In this study, a QSAR model was developed and validated to predict the second-order rate constants between aromatic compounds and ${\mathrm{SO}}_4^{•-}$. The stepwise MLR was used to exclude insignificant descriptors, and the final model was composed of E (electron density), S (steric energy), and O/C (number of oxygen atoms vs. carbon atoms). Residual analysis was applied to remove outliers from the training set, and the goodness-of-fit of the model was improved. The statistical indicators for goodness-of-fit ($R_{\mathrm{adj}}^2$= 0.735), robustness ($Q_{\mathrm{LOO}}^2$ = 0.694), and predictive ability ($Q_{\mathrm{ext}}^2$ = 0.603 and $R_{\mathrm{ext}}^2$ = 0.648) suggest that the model is satisfactory and applicable.

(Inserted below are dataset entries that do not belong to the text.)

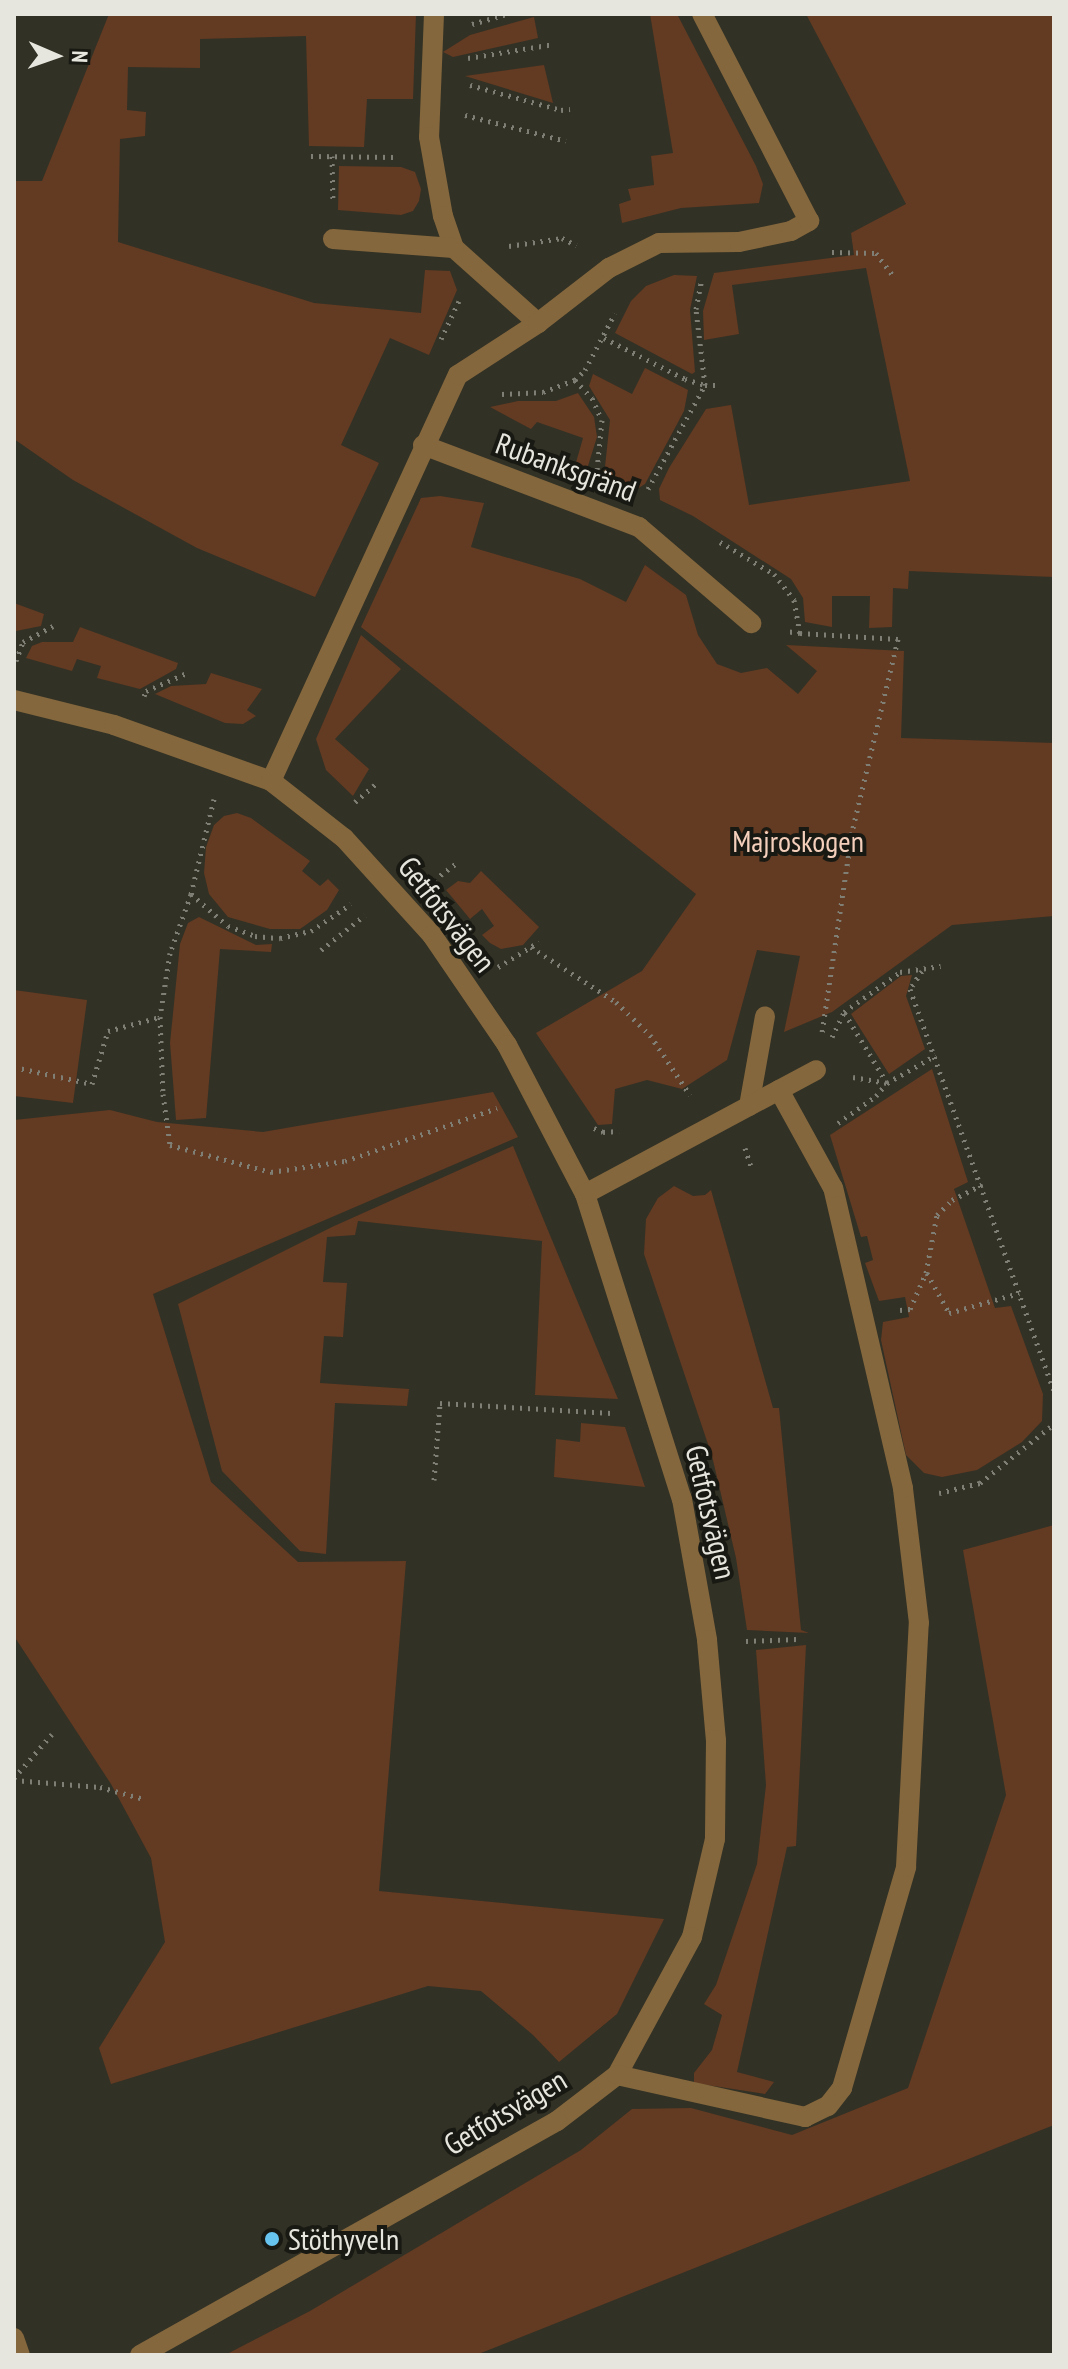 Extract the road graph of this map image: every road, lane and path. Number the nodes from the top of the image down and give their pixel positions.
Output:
1 (434, 14) edge
2 (702, 14) edge
3 (554, 44) dead end
4 (431, 69) junction
5 (430, 106) junction
6 (570, 109) dead end
7 (566, 141) dead end
8 (311, 156) dead end
9 (432, 158) junction
10 (333, 239) dead end
11 (454, 248) junction
12 (816, 254) dead end
13 (705, 267) dead end
14 (894, 277) dead end
15 (620, 303) dead end
16 (538, 323) junction
17 (604, 338) junction
18 (575, 380) junction
19 (705, 385) junction
20 (720, 385) dead end
21 (490, 394) dead end
22 (423, 445) junction
23 (595, 480) dead end
24 (644, 497) dead end
25 (751, 623) dead end
26 (53, 626) dead end
27 (800, 633) dead end
28 (15, 661) edge
29 (29, 665) dead end
30 (187, 673) dead end
31 (146, 691) dead end
32 (130, 696) dead end
33 (14, 700) edge
34 (155, 706) dead end
35 (271, 781) junction
36 (377, 783) dead end
37 (227, 798) dead end
38 (349, 808) dead end
39 (458, 862) dead end
40 (426, 886) dead end
41 (191, 894) junction
42 (361, 898) dead end
43 (372, 909) dead end
44 (539, 942) dead end
45 (531, 947) junction
46 (321, 950) dead end
47 (941, 966) dead end
48 (922, 971) junction
49 (490, 972) dead end
50 (844, 1012) junction
51 (765, 1016) dead end
52 (160, 1017) junction
53 (936, 1055) junction
54 (14, 1067) edge
55 (816, 1070) junction
56 (887, 1083) junction
57 (779, 1090) junction
58 (690, 1095) dead end
59 (505, 1105) dead end
60 (749, 1106) junction
61 (804, 1135) junction
62 (982, 1185) junction
63 (585, 1194) junction
64 (926, 1273) junction
65 (1019, 1293) junction
66 (910, 1309) dead end
67 (1054, 1392) edge
68 (629, 1414) dead end
69 (1054, 1424) edge
70 (434, 1480) dead end
71 (903, 1488) junction
72 (739, 1629) dead end
73 (797, 1639) dead end
74 (741, 1641) junction
75 (743, 1654) dead end
76 (52, 1734) dead end
77 (14, 1779) edge
78 (144, 1799) dead end
79 (617, 2075) junction
80 (14, 2338) edge
81 (20, 2355) edge
82 (140, 2355) edge

1 - 4 street
2 - 16 street
3 - 4 path
4 - 5 street
4 - 6 path
5 - 7 path
5 - 9 street
8 - 9 path
9 - 11 street
10 - 11 street
11 - 16 street
12 - 14 path
13 - 19 path
15 - 17 path
16 - 22 street
17 - 18 path
17 - 19 path
18 - 21 path
18 - 23 path
19 - 20 path
19 - 24 path
22 - 25 street, Rubanksgränd
22 - 35 street
26 - 28 path
27 - 55 path
28 - 29 path
30 - 31 path
32 - 34 path
33 - 35 street, Getfotsvägen
35 - 63 street, Getfotsvägen
36 - 38 path
37 - 41 path
39 - 40 path
41 - 42 path
41 - 52 path
43 - 46 path
44 - 45 path
45 - 49 path
45 - 58 path
47 - 48 path
48 - 50 path
48 - 53 path
50 - 55 path
50 - 56 path
51 - 60 street
52 - 54 path
52 - 59 path
53 - 56 path
53 - 62 path
55 - 57 street
56 - 61 path
57 - 60 street
57 - 61 street
60 - 63 street
61 - 71 street
62 - 64 path
62 - 65 path
63 - 79 street, Getfotsvägen
64 - 65 path
64 - 66 path
65 - 67 path
68 - 70 path
69 - 71 path
71 - 79 street
72 - 74 path
73 - 74 path
74 - 75 path
76 - 77 path
77 - 78 path
79 - 82 street, Getfotsvägen
80 - 81 street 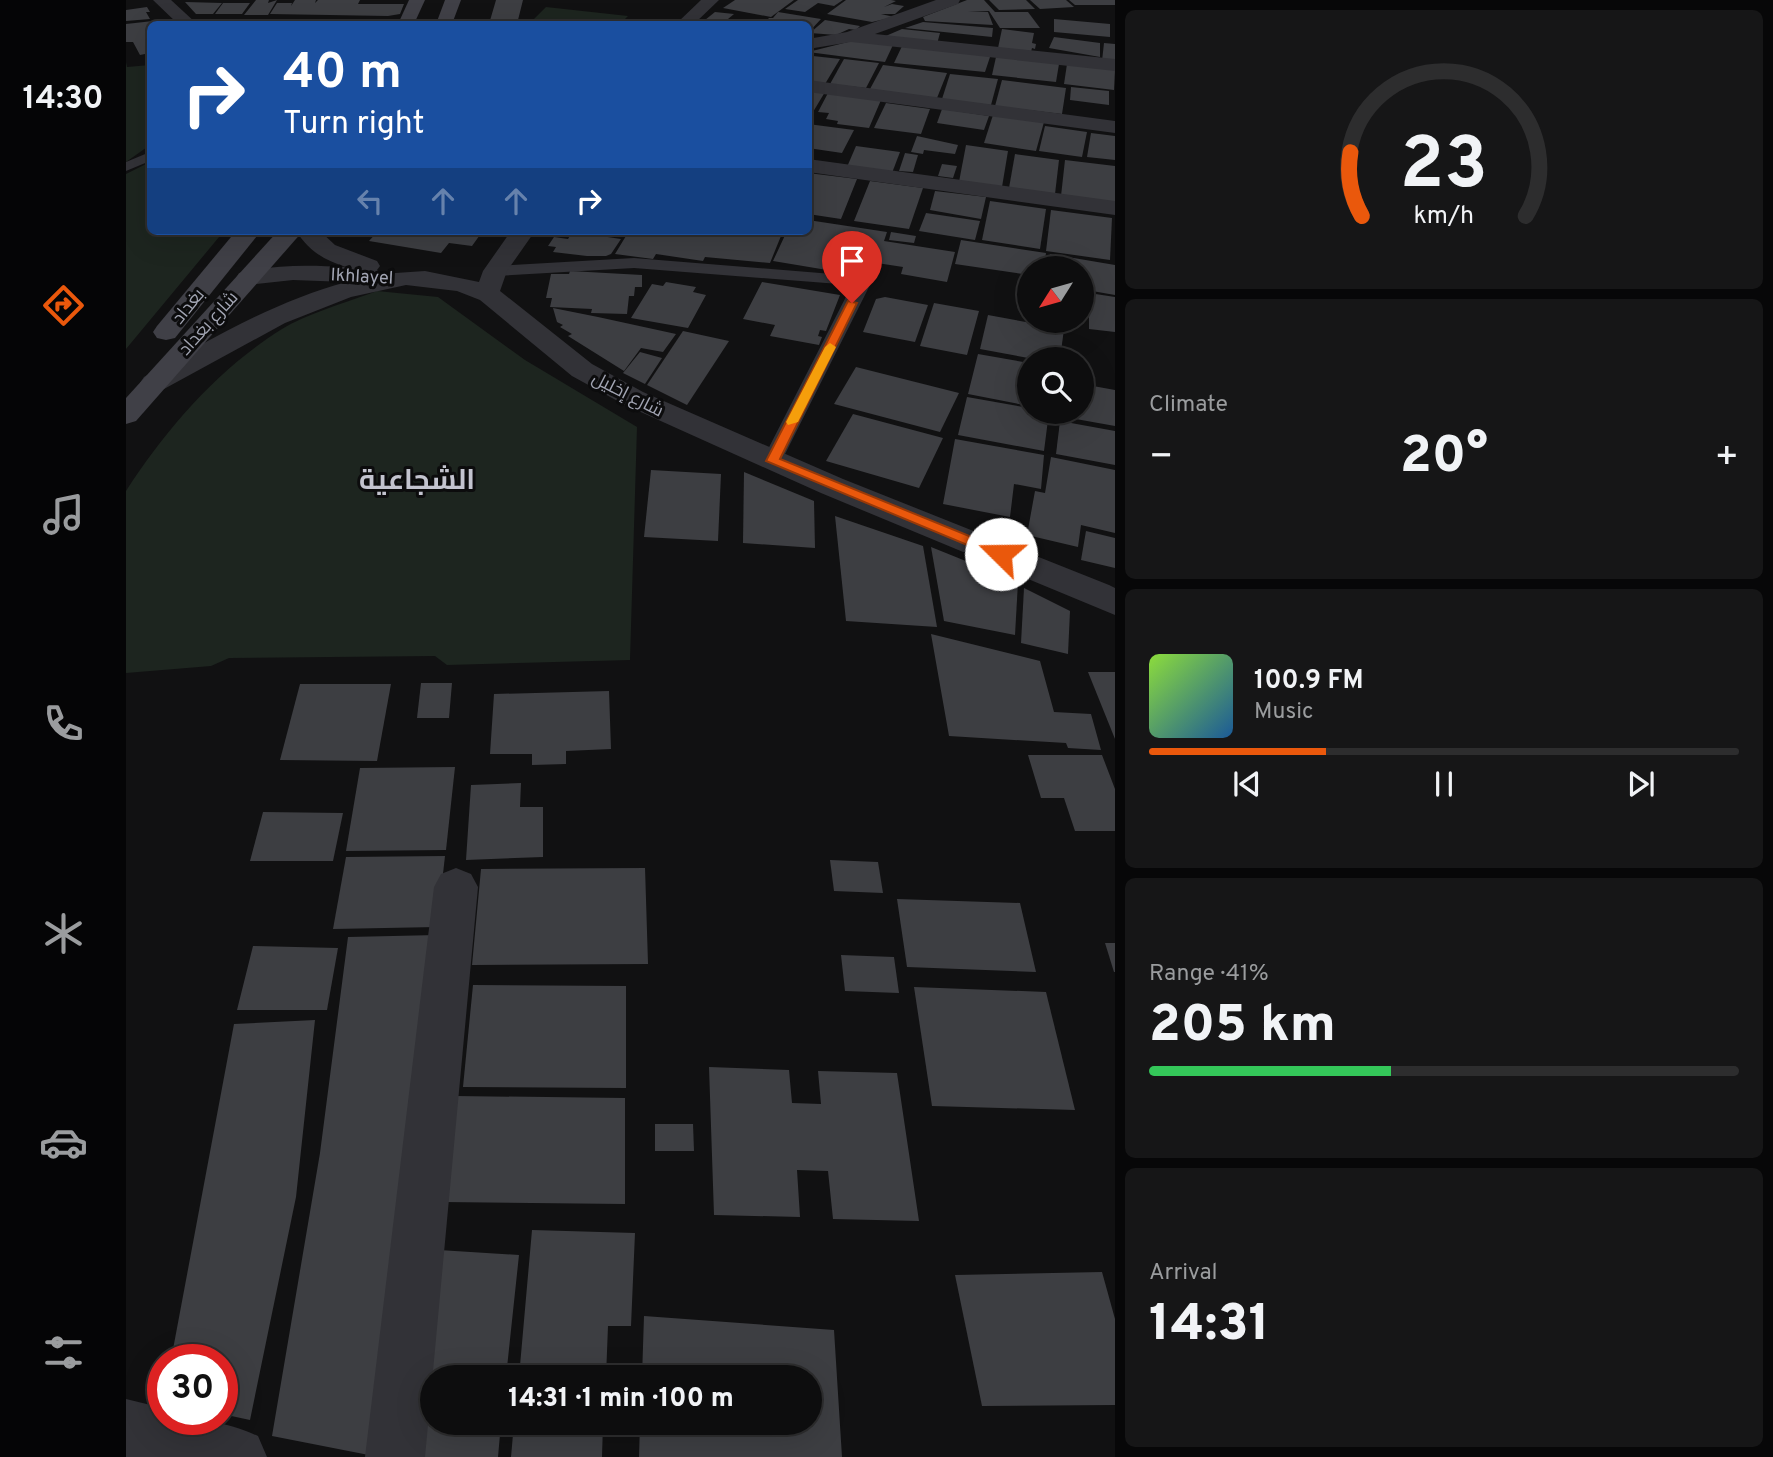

E was the most influential descriptor and contributed most to the $\log k_{{\mathrm{SO}}_4^{•-}}$. The positive coefficient of E suggests that higher electron density on the benzene ring could enhance its reactivity to ${\mathrm{SO}}_4^{•-}$, which is consistent with the assumption that the reaction between ${\mathrm{SO}}_4^{•-}$ and aromatic compounds was achieved mainly through single electron transfer from the benzene ring to the radical. S is positively correlated with $\log k_{{\mathrm{SO}}_4^{•-}}$, suggesting that higher steric energy could improve the reactivity of aromatic compounds via affecting its geometry. An increase in O/C would decrease $\log k_{{\mathrm{SO}}_4^{•-}}$ as oxygen is electron withdrawing, so that the electron density on the benzene ring could be depleted. All data points in the validation set fell into the applicability domain, suggesting that the model is suitable for aromatic compounds with various functional groups. The comparison with other models shows that the QSAR model developed performed better in mechanism elucidation and overfitting reduction.